Content Marketing Part 1 – Introduction
By Barry Poltermann on 17th September 2010

Those who cannot remember the past are condemned to not succeed in content marketing. -George Santayana
HOW TO MAKE CONTENT MARKETING HISTORY
PART 1 – INTRODUCTION
It was the late 1990s. The Internet bubble was chock full of newly IPOed companies that may or may not actually have business models. But they sure did suddenly have a lot of cash. They did what they thought they needed to – they bought airtime and spent money on making commercials to promote their businesses like it was going out of style. Little did anyone know, it was going out of style, so to speak. But we marketers didn’t know that, either, and we had more work than we knew what to do with. It was a mini-Roaring Twenties. Everyone seemed to be rich all of the sudden. Client budgets were huge and expense accounts were lavish. Then, somehow, the whole world finally figured out that most of these tech start-ups didn’t really do anything that turn a profit… ever. And the bottom fell out.

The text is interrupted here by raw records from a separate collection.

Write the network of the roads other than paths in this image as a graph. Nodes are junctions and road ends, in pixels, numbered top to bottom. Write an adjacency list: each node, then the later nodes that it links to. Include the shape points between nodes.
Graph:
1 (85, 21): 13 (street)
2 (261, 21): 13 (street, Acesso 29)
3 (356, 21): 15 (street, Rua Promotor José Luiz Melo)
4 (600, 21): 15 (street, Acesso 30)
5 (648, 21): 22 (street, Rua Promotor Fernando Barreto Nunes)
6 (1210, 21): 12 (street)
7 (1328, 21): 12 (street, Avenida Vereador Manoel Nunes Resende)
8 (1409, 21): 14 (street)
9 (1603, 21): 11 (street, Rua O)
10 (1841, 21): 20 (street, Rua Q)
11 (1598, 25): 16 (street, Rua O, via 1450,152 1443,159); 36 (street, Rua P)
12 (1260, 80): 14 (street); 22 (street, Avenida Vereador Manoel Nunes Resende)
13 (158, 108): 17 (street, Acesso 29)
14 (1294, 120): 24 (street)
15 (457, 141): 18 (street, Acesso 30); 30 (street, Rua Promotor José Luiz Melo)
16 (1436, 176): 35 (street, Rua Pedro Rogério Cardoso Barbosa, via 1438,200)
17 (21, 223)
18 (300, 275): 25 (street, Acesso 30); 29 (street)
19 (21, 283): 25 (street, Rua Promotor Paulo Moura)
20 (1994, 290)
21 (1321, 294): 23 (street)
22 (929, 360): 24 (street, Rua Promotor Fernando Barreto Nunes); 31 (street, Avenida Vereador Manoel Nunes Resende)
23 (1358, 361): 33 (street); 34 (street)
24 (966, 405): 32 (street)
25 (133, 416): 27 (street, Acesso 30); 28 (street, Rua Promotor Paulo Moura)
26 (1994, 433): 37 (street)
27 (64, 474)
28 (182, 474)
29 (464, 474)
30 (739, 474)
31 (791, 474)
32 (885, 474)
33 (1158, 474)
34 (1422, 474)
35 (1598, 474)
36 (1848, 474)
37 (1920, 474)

The market crashed. The dot coms that were so kindly paying advertising agencies exorbitant fees and broadcasters a million dollars per second of Super Bowl ad time saw their stock price dive to next to worthless. And instead of extravagant lunches at Spago and Morton’s we all ended up having to brown bag it for lunch.
What did our industry learn from this? Apparently not much on the whole. But the smart marketers took their lumps, learned the lesson, and moved on to the future leaner and more agile. It’s a good thing they did.
Most of us had an email account by the late 1990s, which we thought was pretty neat. Maybe we had an eTrade account where we watched our portfolio go up and up and up forever. That was as far as technology could possibly go, right? Well, of course not. Soon we all heard whispers of a tech company called TiVo that actually made something that did something. We started hearing about something called YouTube where you could watch videos on your computer. Google, a search engine, became a verb. And somewhere, someone’s college student daughter laughed at her father when he overheard her talking to a friend and asked, “What’s Facebook?”
Somehow it happened while we were all trying to craft the next big broadcast message to blast out there to a captive audience on our terms – that captive audience was no longer captive. Good god-fearing Americans started TiVo-ing the Super Bowl, grilling out with their friends an extra hour, then starting the playback and skipping all the commercials. The next day they watched the popular Super Bowl ads on YouTube – but only the ones they chose to watch. Then they Googled themselves for vanity’s sake before logging onto MySpace or Facebook and conversing with their friends about the game, the parties, and how cute that Tom Brady quarterback from the Patriots is.
The writing was on the wall – or rather posted in chat rooms, on social networking sites, in blogs, and everywhere else online – our precious captive audience didn’t need us big broadcast marketers anymore.
So thus began a widening chasm in the world of marketing with those clinging to the old model of traditional broadcast advertising on the one side and those embracing the new model of a very different world where you can’t force feed your message to your audience – they have to want to hear you out and they get to talk back.
If you’re hanging on to the old paradigm of marketing, this blog series is here to convince you to let go.
If you’re already looking to embrace the new world order, this series is here to show you the best examples of success (and failure) in how to do so.
Either way, welcome to the fun, cost-effective, interactive reality of marketing to consumers (and other businesses) who don’t want to be marketed to. It’s less daunting than you may think. We’ll show you how we do it. We believe that with this series you can take our experience and knowledge and expertise, build on it, and in very little time, be the next great success in marketing.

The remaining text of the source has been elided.